Michael Meade is a storyteller, author, and scholar of mythology, anthropology, and psychology. Deeply influenced by the works of Carl Jung, Mircea Eliade, Edith Hamilton, James Hillman, Malidoma Somé, and Joseph Campbell, he views our world through a lens of myth, symbolism, and the inextricable connection between nature and culture. Meade’s passion for making meaning and making sense of humanity’s predicament in a dark time reverberates throughout Why The World Doesn’t End: Finding Renewal In A Time Of Loss, as well as his other books such as The World Behind The World (2008) and Fate And Destiny (2010).
As an avid reader of Meade, it is nearly impossible for me to characterize his writing and storytelling in just one word, but if forced to do so, I would have to say “paradox.” His work is replete with paradox and the capacity to hold the tension of opposites in order to facilitate a third option and thereby birth authentic transformation. For example, “finding renewal in a time of loss,” or “a light inside dark times” or “the ends of time, the roots of eternity,” to name a few of his book and CD titles.
In a time of decline, demise, unraveling and what is very likely to be the collapse of industrial civilization and the paradigm on which it rests, it is crucial, in my opinion, to grasp and nourish the opposite of descent by attending to all that may facilitate an ascent to a rebirth of humanity. Descent, in fact, is only one half of the story of civilization that is now playing out its last act. From the ashes of that collapsed paradigm, another will emerge, and our work in current time is to forge a framework with which it can be constructed—a skeleton of sanity, sagacity, creativity, compassion, and vision to be enfleshed on the bare bones of what we modestly call “preparation,” knowing that today’s preparation is tomorrow’s next culture.
The decline of civilization is occurring in the context of an obsession with all things new, innovative, and ostensibly original. Yet increasingly we are discovering that ancient, indigenous wisdom sustained other, more mature civilizations for longer periods of time, and many individuals and communities are avidly reclaiming and employing the myths of our ancestors in order to make sense of our predicament. Michael Meade is such an individual whose work encompasses not only the realm of storytelling and writing but in-depth mentoring programs for at-risk youth and powerful healing retreats for returning combat veterans and their families.
New and old? Endings and beginnings? Of this Meade writes:
Ends and beginnings may be polar opposites, but like most opposed things, they are secretly connected. Part of the revelation of the end-times is that things do not actually end altogether. In the great drama of the world, the end leads bck to the beginning and, from what went before, things begin again. (3)
As we enter the year 2013 we cannot forget the many predictions of apocalypse that colored 2012. Specifically, as the winter solstice date of December 21 approached, media was replete with “end of the world” jokes and spoofs. Ironically, as the ominous date approached, I was riveted to Meade’s Why The World Doesn’t End which served to make the notion of a literal ending of the world all the more absurd for me.

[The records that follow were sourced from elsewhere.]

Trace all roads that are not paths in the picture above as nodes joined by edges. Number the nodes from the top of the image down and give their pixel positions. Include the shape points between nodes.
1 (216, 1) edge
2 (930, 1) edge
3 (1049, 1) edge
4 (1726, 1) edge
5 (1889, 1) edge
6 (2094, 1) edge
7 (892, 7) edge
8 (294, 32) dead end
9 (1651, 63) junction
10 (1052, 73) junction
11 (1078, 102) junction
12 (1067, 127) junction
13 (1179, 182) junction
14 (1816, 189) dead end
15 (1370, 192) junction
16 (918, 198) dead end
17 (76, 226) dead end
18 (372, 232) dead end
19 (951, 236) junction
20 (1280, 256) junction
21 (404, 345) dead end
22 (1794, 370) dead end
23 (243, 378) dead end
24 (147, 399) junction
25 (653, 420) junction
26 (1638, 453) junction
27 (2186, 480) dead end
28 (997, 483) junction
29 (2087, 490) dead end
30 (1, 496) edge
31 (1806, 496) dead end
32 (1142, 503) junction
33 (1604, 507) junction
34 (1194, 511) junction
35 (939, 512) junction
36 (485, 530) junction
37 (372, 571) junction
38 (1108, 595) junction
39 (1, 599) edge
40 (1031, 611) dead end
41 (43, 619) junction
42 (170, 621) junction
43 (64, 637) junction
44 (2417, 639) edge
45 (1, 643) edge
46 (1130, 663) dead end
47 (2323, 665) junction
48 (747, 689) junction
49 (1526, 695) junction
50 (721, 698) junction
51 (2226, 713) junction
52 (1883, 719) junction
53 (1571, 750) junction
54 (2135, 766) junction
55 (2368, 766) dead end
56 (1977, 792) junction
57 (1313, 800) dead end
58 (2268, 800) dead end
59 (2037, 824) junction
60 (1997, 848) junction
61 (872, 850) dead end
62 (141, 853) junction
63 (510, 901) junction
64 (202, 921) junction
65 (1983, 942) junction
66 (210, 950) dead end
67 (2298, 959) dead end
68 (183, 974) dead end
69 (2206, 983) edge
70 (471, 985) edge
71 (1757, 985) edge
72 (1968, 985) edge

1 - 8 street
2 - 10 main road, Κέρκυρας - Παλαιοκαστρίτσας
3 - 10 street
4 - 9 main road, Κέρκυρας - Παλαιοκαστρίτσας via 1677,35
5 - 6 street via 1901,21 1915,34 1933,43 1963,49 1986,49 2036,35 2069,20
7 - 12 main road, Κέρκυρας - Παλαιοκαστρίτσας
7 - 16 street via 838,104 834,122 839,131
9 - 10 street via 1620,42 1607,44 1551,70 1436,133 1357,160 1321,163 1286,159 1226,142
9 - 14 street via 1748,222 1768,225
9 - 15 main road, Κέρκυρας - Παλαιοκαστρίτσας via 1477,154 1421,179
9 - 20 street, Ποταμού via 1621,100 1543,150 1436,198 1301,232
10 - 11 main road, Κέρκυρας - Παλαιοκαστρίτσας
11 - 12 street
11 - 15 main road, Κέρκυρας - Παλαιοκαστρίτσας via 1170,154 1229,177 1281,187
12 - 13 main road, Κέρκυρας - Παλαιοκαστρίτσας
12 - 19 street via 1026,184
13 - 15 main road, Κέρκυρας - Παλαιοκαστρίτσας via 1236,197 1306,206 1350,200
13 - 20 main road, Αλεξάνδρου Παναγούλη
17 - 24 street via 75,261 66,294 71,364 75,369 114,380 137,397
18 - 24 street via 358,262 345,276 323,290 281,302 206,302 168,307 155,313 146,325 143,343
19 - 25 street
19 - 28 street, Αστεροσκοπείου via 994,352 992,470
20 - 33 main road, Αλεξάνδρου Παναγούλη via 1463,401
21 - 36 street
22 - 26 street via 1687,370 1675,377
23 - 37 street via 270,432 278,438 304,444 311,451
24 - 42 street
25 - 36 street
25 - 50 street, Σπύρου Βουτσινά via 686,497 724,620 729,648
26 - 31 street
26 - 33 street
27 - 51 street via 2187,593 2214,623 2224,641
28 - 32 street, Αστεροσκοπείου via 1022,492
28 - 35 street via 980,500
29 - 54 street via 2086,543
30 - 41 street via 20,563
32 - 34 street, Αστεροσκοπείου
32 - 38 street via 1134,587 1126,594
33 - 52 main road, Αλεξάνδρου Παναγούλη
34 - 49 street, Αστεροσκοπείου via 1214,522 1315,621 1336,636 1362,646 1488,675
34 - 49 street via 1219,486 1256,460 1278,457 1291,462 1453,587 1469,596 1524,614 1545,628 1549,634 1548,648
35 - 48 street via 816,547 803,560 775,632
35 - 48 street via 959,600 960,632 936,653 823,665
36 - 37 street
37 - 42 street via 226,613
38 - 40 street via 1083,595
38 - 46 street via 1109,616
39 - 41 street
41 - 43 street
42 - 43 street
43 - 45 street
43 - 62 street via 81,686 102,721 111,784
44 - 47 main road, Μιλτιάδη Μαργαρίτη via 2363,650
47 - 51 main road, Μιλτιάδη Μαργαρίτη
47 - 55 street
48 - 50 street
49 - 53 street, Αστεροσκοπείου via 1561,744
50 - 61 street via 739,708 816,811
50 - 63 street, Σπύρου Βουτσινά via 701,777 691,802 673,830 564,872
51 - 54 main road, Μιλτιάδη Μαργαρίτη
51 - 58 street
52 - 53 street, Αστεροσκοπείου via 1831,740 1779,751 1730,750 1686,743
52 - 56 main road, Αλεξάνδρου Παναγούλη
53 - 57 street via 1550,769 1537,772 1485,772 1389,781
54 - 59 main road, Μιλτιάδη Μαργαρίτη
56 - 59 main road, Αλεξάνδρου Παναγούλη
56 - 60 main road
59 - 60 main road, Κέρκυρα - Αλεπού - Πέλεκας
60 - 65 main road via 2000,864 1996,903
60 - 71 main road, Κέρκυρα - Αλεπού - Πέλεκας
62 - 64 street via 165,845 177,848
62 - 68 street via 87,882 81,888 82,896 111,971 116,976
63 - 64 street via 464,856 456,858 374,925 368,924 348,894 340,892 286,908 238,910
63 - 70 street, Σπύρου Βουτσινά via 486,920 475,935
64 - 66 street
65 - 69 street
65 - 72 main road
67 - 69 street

So while I know that the world will not end, I also know that many things are ending. In fact, it appears that every institution constructed by our myriad societies is in a state of demise. Both nature and culture are hugely at risk as humanity has now created a climate emergency in which melting ice caps, rising sea levels, species extinction, famine, and drought appear to shape the catastrophic context of our imminent future. Whether human beings admit the reality of these endings, their ramifications register and reverberate in the nether regions of our psyches. For in fact, the notion of an apocalypse is an archetype or universal theme in the collective unconscious of the psyche. The problem with archetypes, however, is that while they constellate enormous psychic energy, we never know exactly how they will play out. For this reason, myths and stories which have throughout time arisen from archetypes also contain clues about how best to navigate them.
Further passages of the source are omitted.